Il y d'abord cette couverture comme le couvercle d'une boîte à bijoux. Cette couverture ou presque tout est résumé.
Le lieu, ce qui ressemble à l'Italie et plus précisément Sienne dont on devine ce qui semble être la Torre de Mangia du Palazzo Pubblico ;
Deux cavaliers somptueusement vêtus qui font immédiatement penser aux condottiere de cette époque ;
Ces vexillums/étendards ornés de symboles animaux qui font soit penser aux contrades siennoises, soit aux armes des familles de l'époque qui régnaient sur ces villes-états ;
La poussière soulevée sous les sabots des chevaux qui porte dans ses particules en suspension les images du Palio, tradition séculaire, de Sienne.

Et une fois le couvercle/couverture ouvert autant le dire tout de suite le contenant est à la hauteur du contenu.

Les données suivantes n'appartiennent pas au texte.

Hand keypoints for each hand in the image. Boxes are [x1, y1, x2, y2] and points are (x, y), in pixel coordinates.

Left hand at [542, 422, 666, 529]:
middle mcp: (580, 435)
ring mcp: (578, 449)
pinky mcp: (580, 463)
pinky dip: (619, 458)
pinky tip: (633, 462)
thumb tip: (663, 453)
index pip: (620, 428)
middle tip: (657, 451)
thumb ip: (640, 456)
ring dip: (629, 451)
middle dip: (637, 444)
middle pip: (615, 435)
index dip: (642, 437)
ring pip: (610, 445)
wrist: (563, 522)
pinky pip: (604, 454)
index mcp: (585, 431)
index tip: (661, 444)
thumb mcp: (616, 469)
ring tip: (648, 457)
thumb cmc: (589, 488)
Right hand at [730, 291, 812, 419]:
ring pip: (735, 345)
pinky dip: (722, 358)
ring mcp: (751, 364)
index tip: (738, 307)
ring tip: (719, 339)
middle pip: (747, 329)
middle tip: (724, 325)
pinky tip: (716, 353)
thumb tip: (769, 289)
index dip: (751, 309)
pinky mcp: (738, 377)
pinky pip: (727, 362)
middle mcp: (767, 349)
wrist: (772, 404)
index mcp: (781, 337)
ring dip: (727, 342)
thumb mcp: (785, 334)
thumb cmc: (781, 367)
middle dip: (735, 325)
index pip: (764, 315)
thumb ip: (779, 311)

J'en profite pour un aparté : parfois des traductions de titres sont à notre désavantage (j'y reviendrais dans une autre critique...) parfois c'est à notre avantage car ce livre s'appelait dans sa version originale "A Brightness Long Ago",

Dans la traduction qui nous en est donnée ce livre porte bien son titre, pour une fois, serais-je tenté de dire... "Comme un diamant dans ma mémoire" .
Un diamant c'est quoi une pierre brute qui à la base ne ressemble à "rien", mais qui après être passée entre les mains expertes du diamantaire finira par révéler ainsi toute sa beauté, sa transparence, sa brillance et au final lui donner don éclat ce qui fera sa valeur.

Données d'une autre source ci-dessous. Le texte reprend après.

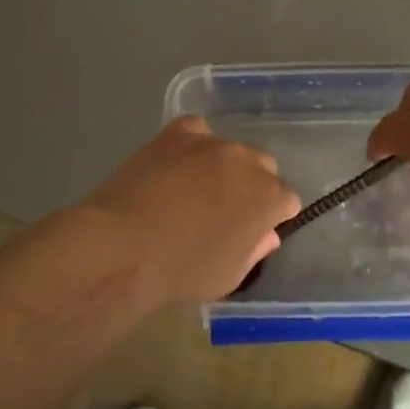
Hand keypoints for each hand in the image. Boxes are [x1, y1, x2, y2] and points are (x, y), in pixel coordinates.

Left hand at [81, 117, 300, 309]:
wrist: (123, 247)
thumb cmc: (181, 271)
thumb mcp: (230, 277)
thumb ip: (255, 250)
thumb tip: (265, 233)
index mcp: (270, 197)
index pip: (286, 201)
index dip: (270, 218)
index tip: (250, 232)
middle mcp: (248, 161)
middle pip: (263, 167)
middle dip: (251, 186)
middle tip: (224, 211)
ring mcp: (212, 142)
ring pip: (231, 149)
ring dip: (223, 166)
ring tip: (195, 188)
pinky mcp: (177, 133)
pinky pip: (197, 131)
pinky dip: (194, 145)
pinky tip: (177, 163)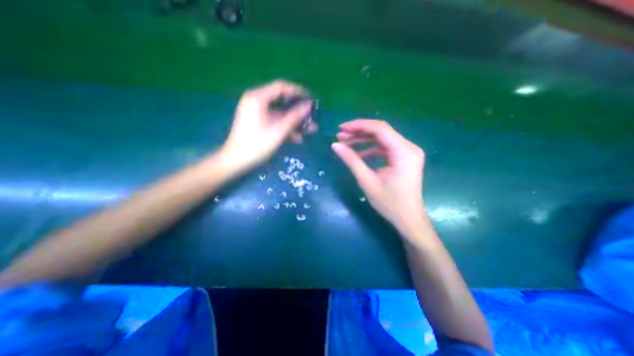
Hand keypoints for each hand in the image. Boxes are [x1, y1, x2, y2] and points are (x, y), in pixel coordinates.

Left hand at [221, 79, 313, 170]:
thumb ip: (295, 117)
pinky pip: (275, 121)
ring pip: (281, 113)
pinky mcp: (258, 123)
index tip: (312, 101)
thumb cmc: (257, 145)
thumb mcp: (279, 131)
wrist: (236, 162)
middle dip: (299, 111)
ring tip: (311, 130)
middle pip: (282, 101)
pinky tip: (298, 138)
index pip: (282, 87)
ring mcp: (257, 113)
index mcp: (258, 98)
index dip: (299, 92)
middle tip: (313, 117)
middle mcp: (257, 101)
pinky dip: (286, 128)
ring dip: (295, 122)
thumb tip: (309, 105)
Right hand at [332, 119, 425, 236]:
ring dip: (363, 140)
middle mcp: (409, 147)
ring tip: (345, 143)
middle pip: (381, 132)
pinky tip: (358, 153)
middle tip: (340, 136)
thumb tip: (335, 145)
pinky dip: (370, 149)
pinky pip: (385, 148)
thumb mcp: (367, 181)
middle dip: (359, 132)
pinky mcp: (403, 158)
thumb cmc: (389, 203)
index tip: (340, 128)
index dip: (358, 126)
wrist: (408, 219)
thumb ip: (351, 160)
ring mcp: (407, 152)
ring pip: (382, 139)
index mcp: (404, 152)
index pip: (380, 129)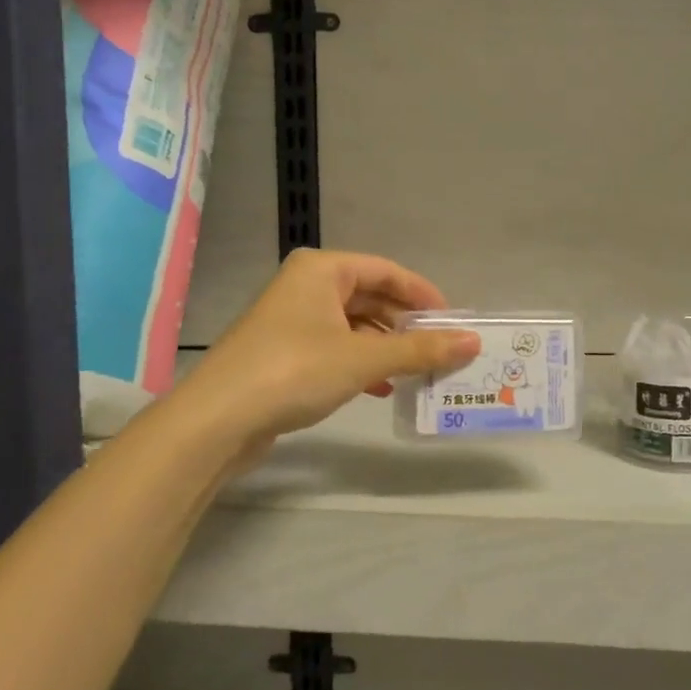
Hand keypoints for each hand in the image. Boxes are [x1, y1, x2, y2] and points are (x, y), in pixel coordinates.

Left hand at [178, 249, 479, 447]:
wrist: (217, 420)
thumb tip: (472, 342)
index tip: (453, 321)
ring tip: (417, 372)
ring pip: (354, 326)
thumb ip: (420, 350)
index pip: (386, 271)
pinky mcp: (284, 353)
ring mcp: (291, 320)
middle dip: (405, 325)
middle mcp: (306, 286)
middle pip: (370, 297)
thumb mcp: (364, 358)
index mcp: (322, 270)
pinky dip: (362, 364)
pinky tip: (381, 388)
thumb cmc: (294, 371)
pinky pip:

Mais revenons à cet ouvrage. Quelle découverte !!! , je connaissais pas cet auteur avant d'être interpellé par cette couverture.
Et Guy Gavriel Kay est, je peux le dire maintenant, un diamantaire de l'écriture
On s'en rend compte dès les premières lignes :
"Un homme plus tout jeune dans une salle spacieuse, la nuit. Des lanternes et des lampes, des torches fixées à leur monture, une belle table, de hautes fenêtres occultées de volets, des tableaux aux murs dans l'obscurité. Il n'est pas seul. Quoi qu'il en soit, il se prend à repenser à des temps où, jeune, il l'était encore. Cela nous arrive à tous. Un parfum nous emporte, une voix, un nom, un visage qui nous en rappelle un autre...
Des événements sont en cours à cet instant, mais un contretemps est intervenu, une interruption dans la succession des visiteurs, et le passé se rapproche toujours la nuit.
Il se remémore un épisode survenu à l'époque où il étudiait le monde et la place qu'il y occupait. Il ne saurait tout raconter et il ne s'y risquera pas. On ne perçoit jamais que des bribes de l'histoire, même de la nôtre. Elle nous échappe toujours en partie, que ce soit dans nos souvenirs ou nos écrits, dans ce que nous entendons ou lisons. On ne peut saisir qu'un fragment du passé. Parfois, c'est suffisant..."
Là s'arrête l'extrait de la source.